▶ What is expected: Where "middle" occurs in a line of the entries below, copy that line.

-=-=-=-=-

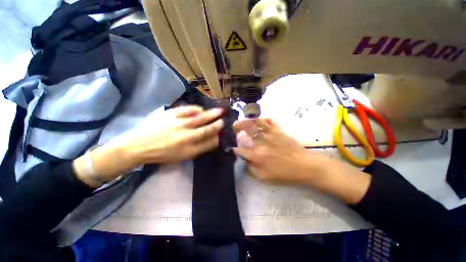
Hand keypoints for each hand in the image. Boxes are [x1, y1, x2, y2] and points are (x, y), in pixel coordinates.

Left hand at [74, 106, 223, 187]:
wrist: (137, 146)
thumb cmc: (161, 154)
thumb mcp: (181, 156)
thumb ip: (198, 148)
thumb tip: (212, 140)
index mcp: (187, 149)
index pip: (207, 142)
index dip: (217, 136)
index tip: (222, 132)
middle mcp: (185, 136)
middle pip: (206, 129)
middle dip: (217, 124)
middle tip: (223, 119)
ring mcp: (177, 124)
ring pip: (199, 118)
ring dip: (210, 114)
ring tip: (218, 111)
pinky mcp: (169, 114)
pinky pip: (187, 110)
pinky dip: (196, 109)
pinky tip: (200, 109)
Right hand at [233, 118, 325, 184]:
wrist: (305, 166)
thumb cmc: (285, 174)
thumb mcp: (265, 178)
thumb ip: (251, 169)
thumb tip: (245, 160)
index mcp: (257, 155)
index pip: (241, 149)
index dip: (235, 148)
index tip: (232, 147)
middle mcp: (261, 142)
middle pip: (246, 132)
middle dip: (238, 128)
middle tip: (234, 127)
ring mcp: (270, 134)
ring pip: (256, 124)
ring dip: (247, 121)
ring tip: (242, 120)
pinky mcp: (279, 131)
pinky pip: (270, 121)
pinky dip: (264, 119)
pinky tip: (260, 118)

-=-=-=-=-

▶ Output of the task:
middle mcp: (185, 136)
middle pip: (206, 129)
middle dip: (217, 124)
middle tip: (223, 119)
middle mcp: (261, 142)
middle pip: (246, 132)
middle dip: (238, 128)
middle tip: (234, 127)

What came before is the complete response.